#### TASK DETAILS
The records below should be printed once more, exactly as they appear.

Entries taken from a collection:
============================================================
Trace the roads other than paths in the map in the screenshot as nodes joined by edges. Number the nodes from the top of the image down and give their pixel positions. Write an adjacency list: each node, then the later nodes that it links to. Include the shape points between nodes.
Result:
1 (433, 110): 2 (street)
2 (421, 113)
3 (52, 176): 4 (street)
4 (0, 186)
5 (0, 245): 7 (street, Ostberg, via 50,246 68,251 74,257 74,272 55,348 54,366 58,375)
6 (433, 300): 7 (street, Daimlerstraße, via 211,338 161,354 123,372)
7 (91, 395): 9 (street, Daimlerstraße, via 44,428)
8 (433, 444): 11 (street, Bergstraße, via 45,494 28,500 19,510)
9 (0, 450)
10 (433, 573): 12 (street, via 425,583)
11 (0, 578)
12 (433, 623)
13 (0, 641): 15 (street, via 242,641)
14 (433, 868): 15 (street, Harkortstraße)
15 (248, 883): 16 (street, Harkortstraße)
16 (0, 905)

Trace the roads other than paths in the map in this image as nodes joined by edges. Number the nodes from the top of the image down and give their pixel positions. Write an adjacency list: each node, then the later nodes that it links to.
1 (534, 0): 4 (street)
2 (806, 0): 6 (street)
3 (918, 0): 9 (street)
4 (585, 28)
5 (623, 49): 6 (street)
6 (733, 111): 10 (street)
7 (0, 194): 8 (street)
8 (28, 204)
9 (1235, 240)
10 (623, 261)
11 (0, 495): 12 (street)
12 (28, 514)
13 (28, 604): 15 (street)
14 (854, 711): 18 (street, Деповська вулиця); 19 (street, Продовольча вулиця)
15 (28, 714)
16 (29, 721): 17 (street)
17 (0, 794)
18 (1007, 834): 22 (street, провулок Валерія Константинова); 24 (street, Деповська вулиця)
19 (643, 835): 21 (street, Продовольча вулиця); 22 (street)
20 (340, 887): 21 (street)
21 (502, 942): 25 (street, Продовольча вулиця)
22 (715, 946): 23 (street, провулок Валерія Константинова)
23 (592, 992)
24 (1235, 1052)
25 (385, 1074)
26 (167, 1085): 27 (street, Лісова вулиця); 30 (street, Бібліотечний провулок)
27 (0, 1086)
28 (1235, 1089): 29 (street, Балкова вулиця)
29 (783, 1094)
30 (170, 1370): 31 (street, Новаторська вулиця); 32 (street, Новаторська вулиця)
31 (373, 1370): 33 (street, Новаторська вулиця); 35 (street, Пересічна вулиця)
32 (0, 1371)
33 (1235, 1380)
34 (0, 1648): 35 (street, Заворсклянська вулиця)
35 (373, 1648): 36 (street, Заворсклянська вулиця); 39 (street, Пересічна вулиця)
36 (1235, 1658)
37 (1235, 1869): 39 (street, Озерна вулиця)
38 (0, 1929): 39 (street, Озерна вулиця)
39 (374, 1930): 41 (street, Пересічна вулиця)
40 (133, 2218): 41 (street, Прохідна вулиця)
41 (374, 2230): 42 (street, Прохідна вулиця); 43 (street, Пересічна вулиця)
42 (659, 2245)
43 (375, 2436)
============================================================
#### TASK SOLUTION
Trace the roads other than paths in the map in the screenshot as nodes joined by edges. Number the nodes from the top of the image down and give their pixel positions. Write an adjacency list: each node, then the later nodes that it links to. Include the shape points between nodes.
Result:
1 (433, 110): 2 (street)
2 (421, 113)
3 (52, 176): 4 (street)
4 (0, 186)
5 (0, 245): 7 (street, Ostberg, via 50,246 68,251 74,257 74,272 55,348 54,366 58,375)
6 (433, 300): 7 (street, Daimlerstraße, via 211,338 161,354 123,372)
7 (91, 395): 9 (street, Daimlerstraße, via 44,428)
8 (433, 444): 11 (street, Bergstraße, via 45,494 28,500 19,510)
9 (0, 450)
10 (433, 573): 12 (street, via 425,583)
11 (0, 578)
12 (433, 623)
13 (0, 641): 15 (street, via 242,641)
14 (433, 868): 15 (street, Harkortstraße)
15 (248, 883): 16 (street, Harkortstraße)
16 (0, 905)

Trace the roads other than paths in the map in this image as nodes joined by edges. Number the nodes from the top of the image down and give their pixel positions. Write an adjacency list: each node, then the later nodes that it links to.
1 (534, 0): 4 (street)
2 (806, 0): 6 (street)
3 (918, 0): 9 (street)
4 (585, 28)
5 (623, 49): 6 (street)
6 (733, 111): 10 (street)
7 (0, 194): 8 (street)
8 (28, 204)
9 (1235, 240)
10 (623, 261)
11 (0, 495): 12 (street)
12 (28, 514)
13 (28, 604): 15 (street)
14 (854, 711): 18 (street, Деповська вулиця); 19 (street, Продовольча вулиця)
15 (28, 714)
16 (29, 721): 17 (street)
17 (0, 794)
18 (1007, 834): 22 (street, провулок Валерія Константинова); 24 (street, Деповська вулиця)
19 (643, 835): 21 (street, Продовольча вулиця); 22 (street)
20 (340, 887): 21 (street)
21 (502, 942): 25 (street, Продовольча вулиця)
22 (715, 946): 23 (street, провулок Валерія Константинова)
23 (592, 992)
24 (1235, 1052)
25 (385, 1074)
26 (167, 1085): 27 (street, Лісова вулиця); 30 (street, Бібліотечний провулок)
27 (0, 1086)
28 (1235, 1089): 29 (street, Балкова вулиця)
29 (783, 1094)
30 (170, 1370): 31 (street, Новаторська вулиця); 32 (street, Новаторська вулиця)
31 (373, 1370): 33 (street, Новаторська вулиця); 35 (street, Пересічна вулиця)
32 (0, 1371)
33 (1235, 1380)
34 (0, 1648): 35 (street, Заворсклянська вулиця)
35 (373, 1648): 36 (street, Заворсклянська вулиця); 39 (street, Пересічна вулиця)
36 (1235, 1658)
37 (1235, 1869): 39 (street, Озерна вулиця)
38 (0, 1929): 39 (street, Озерна вулиця)
39 (374, 1930): 41 (street, Пересічна вулиця)
40 (133, 2218): 41 (street, Прохідна вулиця)
41 (374, 2230): 42 (street, Прохідна вулиця); 43 (street, Пересічна вулиця)
42 (659, 2245)
43 (375, 2436)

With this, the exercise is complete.